Conventionally, an operator at a cutting station, which is located downstream of the forming station at a position where the slurry is expected to have sufficiently set so that the wallboard preform can be cut into segments, uses a “thumb test” to periodically monitor the hydration rate (or set time) of the slurry. The thumb test comprises pushing one's thumb on the back of the board to feel how firm it is. An operator must be in attendance to measure the hardness periodically by pressing the board with a thumb, and the operator decides by experience whether the board is sufficiently set. It can be difficult to compare data from thumb tests taken at different times and/or by different operators.
Also, it is known to monitor the temperature rise of the slurry as it sets. The temperature of the cementitious slurry rises during the setting process, which is an exothermic reaction that generates heat. The temperature of the slurry increases over time, eventually reaching a maximum temperature as the hydration reaction moves toward completion. A temperature rise set (TRS) curve can be plotted which tracks temperature over time so that an operator can determine a hydration percentage for the slurry at various points along the machine line. However, obtaining temperature rise set data on a continuous basis can be difficult, including overcoming difficulties caused by ambient temperature or other influences.
There is a continued need in the art to provide additional solutions to enhance the production of cementitious boards. For example, there is a continued need for techniques for monitoring the set of cementitious slurry during the manufacture of a cementitious board.

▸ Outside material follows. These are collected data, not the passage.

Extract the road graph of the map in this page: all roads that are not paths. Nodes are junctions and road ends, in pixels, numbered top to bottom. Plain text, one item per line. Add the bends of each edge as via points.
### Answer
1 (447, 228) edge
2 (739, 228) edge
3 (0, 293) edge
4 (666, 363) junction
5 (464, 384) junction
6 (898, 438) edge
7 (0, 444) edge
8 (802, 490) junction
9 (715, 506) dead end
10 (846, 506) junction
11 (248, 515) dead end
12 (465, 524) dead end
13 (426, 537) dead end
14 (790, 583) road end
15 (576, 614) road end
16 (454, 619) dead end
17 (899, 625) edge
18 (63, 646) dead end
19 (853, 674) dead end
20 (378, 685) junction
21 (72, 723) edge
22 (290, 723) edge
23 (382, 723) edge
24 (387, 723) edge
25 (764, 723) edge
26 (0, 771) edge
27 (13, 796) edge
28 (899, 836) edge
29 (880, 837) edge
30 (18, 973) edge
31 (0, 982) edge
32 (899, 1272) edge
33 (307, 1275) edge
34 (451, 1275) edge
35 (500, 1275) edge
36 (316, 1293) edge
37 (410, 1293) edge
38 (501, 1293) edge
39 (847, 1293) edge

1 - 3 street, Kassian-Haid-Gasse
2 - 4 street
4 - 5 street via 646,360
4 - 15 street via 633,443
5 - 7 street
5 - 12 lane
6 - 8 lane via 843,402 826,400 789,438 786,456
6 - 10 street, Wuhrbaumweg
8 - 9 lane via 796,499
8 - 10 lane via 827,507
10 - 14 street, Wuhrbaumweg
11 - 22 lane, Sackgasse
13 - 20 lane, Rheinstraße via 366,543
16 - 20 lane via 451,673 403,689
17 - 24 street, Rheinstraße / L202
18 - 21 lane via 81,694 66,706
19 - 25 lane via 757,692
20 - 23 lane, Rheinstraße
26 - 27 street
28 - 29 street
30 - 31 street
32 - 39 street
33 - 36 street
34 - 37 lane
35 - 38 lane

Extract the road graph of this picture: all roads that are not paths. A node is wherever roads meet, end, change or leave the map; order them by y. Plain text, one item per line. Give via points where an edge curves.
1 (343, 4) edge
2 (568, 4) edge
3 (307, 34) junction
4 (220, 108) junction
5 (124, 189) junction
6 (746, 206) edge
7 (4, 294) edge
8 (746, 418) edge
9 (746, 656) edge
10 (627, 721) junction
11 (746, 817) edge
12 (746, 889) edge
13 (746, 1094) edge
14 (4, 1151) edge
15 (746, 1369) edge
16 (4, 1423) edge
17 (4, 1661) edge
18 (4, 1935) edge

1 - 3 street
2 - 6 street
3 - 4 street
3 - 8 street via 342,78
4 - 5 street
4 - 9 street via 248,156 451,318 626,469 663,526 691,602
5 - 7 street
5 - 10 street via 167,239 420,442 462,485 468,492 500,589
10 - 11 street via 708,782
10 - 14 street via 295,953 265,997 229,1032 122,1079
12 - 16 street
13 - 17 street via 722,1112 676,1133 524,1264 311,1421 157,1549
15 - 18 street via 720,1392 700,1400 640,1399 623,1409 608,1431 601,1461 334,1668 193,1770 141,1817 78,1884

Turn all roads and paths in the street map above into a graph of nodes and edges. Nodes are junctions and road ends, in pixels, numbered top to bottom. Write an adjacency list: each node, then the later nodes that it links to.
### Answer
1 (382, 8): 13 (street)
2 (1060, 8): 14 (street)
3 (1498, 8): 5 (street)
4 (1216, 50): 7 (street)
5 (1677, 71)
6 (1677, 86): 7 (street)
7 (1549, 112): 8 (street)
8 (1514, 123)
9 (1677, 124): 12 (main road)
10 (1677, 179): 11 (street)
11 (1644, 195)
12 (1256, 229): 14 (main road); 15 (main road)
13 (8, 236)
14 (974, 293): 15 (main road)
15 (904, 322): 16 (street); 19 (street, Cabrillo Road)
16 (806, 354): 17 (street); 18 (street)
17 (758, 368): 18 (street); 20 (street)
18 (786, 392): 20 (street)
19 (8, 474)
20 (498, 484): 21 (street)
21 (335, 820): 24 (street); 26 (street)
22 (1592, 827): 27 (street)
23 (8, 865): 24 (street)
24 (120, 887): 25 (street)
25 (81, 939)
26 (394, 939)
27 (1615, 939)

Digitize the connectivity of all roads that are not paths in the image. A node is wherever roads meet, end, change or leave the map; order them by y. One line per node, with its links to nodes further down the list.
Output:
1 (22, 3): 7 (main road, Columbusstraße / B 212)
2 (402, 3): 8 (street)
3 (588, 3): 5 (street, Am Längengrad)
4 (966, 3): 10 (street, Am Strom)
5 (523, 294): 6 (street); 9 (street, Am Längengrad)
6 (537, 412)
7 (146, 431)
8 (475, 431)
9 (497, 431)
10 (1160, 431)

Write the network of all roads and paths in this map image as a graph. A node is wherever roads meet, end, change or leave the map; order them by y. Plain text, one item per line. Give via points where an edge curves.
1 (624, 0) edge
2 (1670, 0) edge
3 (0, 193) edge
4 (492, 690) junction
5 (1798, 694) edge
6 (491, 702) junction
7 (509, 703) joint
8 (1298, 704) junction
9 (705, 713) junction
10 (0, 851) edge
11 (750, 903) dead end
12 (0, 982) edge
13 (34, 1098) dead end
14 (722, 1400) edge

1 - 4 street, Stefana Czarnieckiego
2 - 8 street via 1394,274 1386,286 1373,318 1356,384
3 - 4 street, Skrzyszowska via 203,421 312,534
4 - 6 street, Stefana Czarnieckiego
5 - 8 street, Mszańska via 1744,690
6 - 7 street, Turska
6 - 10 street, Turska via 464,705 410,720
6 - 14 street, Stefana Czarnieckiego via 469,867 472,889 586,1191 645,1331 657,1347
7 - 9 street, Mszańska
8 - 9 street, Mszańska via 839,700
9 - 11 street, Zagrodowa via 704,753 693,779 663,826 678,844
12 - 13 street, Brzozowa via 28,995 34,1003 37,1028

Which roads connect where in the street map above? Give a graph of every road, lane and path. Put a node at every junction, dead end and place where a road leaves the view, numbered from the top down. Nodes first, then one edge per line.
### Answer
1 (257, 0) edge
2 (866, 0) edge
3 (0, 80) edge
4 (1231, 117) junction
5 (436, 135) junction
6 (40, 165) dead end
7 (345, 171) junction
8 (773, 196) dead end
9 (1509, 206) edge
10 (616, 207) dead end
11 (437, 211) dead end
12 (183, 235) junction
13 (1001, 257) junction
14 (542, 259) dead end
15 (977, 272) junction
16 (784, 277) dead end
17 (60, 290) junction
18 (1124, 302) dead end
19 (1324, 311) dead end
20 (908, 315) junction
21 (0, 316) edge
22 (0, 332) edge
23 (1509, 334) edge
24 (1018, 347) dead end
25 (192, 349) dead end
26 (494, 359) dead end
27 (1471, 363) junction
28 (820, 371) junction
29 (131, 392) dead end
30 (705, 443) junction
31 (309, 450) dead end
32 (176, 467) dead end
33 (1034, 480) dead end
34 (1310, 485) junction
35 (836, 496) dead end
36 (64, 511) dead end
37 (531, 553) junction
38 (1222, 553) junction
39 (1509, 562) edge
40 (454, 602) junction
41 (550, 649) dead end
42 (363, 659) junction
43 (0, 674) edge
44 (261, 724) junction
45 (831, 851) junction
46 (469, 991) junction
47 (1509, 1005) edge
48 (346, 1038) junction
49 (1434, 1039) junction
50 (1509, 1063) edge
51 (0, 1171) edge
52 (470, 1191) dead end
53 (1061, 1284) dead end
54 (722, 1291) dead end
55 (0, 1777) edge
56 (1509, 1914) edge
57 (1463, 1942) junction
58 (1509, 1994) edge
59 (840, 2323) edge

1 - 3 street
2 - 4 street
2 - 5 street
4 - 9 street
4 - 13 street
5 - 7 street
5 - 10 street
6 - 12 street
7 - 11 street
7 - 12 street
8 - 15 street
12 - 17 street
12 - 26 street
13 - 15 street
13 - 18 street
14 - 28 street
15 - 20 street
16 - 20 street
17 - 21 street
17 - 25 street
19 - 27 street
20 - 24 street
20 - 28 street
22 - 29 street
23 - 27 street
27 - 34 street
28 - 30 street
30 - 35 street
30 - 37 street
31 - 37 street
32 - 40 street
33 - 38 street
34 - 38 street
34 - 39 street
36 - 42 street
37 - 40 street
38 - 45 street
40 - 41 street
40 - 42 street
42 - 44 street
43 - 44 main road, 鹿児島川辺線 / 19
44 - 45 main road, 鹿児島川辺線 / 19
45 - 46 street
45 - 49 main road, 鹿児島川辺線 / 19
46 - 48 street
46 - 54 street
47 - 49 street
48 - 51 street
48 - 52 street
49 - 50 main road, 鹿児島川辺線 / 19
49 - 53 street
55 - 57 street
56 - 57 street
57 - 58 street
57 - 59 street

It will be appreciated that this background description has been created by the inventor to aid the reader and is not to be taken as an indication that any of the indicated problems were themselves appreciated in the art. While the described principles can, in some aspects and embodiments, alleviate the problems inherent in other systems, it will be appreciated that the scope of the protected innovation is defined by the attached claims and not by the ability of any disclosed feature to solve any specific problem noted herein.